5 Responses to “Irony has the best timing”

  1. I just read the post and took a deep breath of relief! I’m glad you’ve set YOUR goal! You’re right, if you drink today, it won’t effect me, other than to piss me off and truely quartion your personal commitment to the cause! My 8 miles yesterday didn’t do anything for you right? If effected me, not only the bit of soreness but the feeling of accomplishment to know that I achieved! I want that sense of accomplishment for you today! Stick to your goal and don’t look back! Do this for you and no one else! Best wishes and all the support in the world! Did I mention, redheads rock at so many things! Thanks to that other redhead for her involvement and encouragement!

  2. Dang, the red head is spot on I’m hearing her all the way from across the pond here in good ole U.S. of A.
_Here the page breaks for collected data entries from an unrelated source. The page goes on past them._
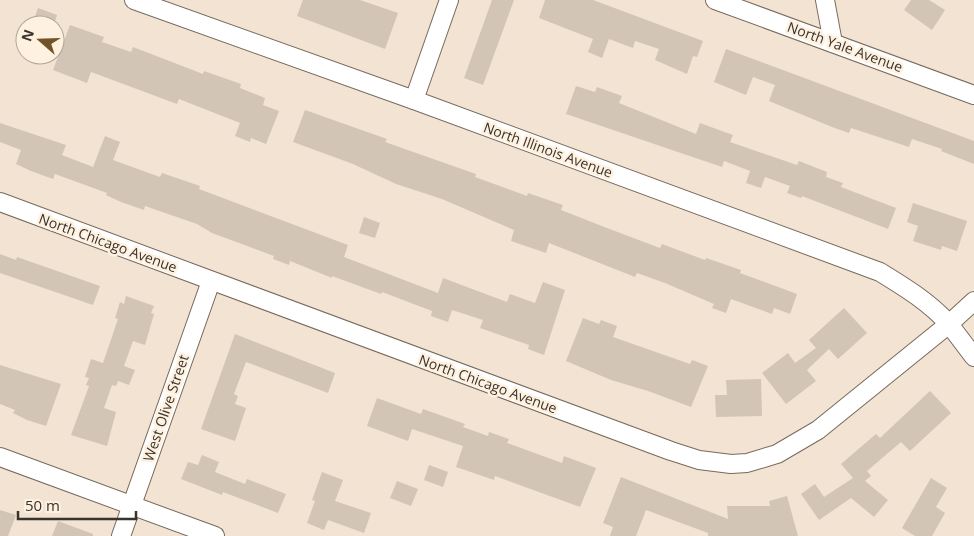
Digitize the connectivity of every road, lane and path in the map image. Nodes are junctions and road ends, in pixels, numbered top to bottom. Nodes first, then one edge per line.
1 (134, 0) edge
2 (449, 0) edge
3 (715, 0) edge
4 (825, 0) edge
5 (833, 43) junction
6 (974, 95) edge
7 (414, 100) junction
8 (0, 202) edge
9 (211, 281) junction
10 (974, 300) edge
11 (949, 324) junction
12 (974, 357) edge
13 (0, 457) edge
14 (132, 505) junction
15 (121, 536) edge
16 (215, 536) edge

1 - 7 street, North Illinois Avenue
2 - 7 street
3 - 5 street, North Yale Avenue
4 - 5 street
5 - 6 street, North Yale Avenue
7 - 11 street, North Illinois Avenue
8 - 9 street, North Chicago Avenue
9 - 11 street, North Chicago Avenue
9 - 14 street, West Olive Street
10 - 11 street, North Chicago Avenue
11 - 12 street, North Illinois Avenue
13 - 14 street
14 - 15 street, West Olive Street
14 - 16 street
  3. Ah, the power of redheads!! We’re sista’s now, truerojo!!

    Mr. Red Dress Hasher, I too feel that there’s a reason I stumbled upon your blog at this particular time. I’m just gonna roll with it, although somewhat begrudgingly. My entire life has revolved around people who drink too much (myself included at times) and the path of destruction they leave.

    So I have had conflicting emotions since last night. Do I want to read about your struggles? No. One alcoholic in my life is enough. It’s exhausting. Always being the cheerleader when attempts are made at recovery. Trying to understand the brain chemistry behind addiction. Trying not to take it personally when falls off the wagon and acts like an asshole. Getting excited that finally decided to quit only to be disappointed yet again when they break down and drink. IT HURTS and IT SUCKS and I wish I never had to deal with it ever again.

    But by the same token… I feel a connection to you as well. A kind of deep respect that is usually only bestowed upon someone you have known for years, only fostered after shared laughter and tears. But it’s there. And I’m sure there’s a reason for this connection. Only time will tell what it is.

    In the meantime… I have subscribed. I will read. I will learn. I have and will continue to pray for you. I will be thinking of you today and hoping you make good choices.

    I don’t know if it’s wise to subject yourself to so much temptation when your recovery process is so new and unrefined. But what the hell do I know? My first two alcoholics are in the ground. My current one is prolly looking at the clock wondering when it’s okay to drink on a Sunday without looking like an alcoholic. I’m 0/3 in this game.

    But let’s see what happens….. if nothing else, I have a new connection to a girl who runs (always my heroes b/c I’m only a wannabe) and a deeper connection to my Hasher friend…. and I’ll get a little smile on my face when I think of this blog and my new friends.

    Onward!! 🙂

  4. errrr, On On!

  5. Guess I better learn the language, huh? Pardon moi.
    Weird thing too, I put those triangle marks around my dad/brother/hubby’s reference in my post yesterday, and when it posted the entire area didn’t show up. wth? My sentence was a little off but I’m sure you got the drift.
    I’m glad yesterday went okay for you! 🙂 On On!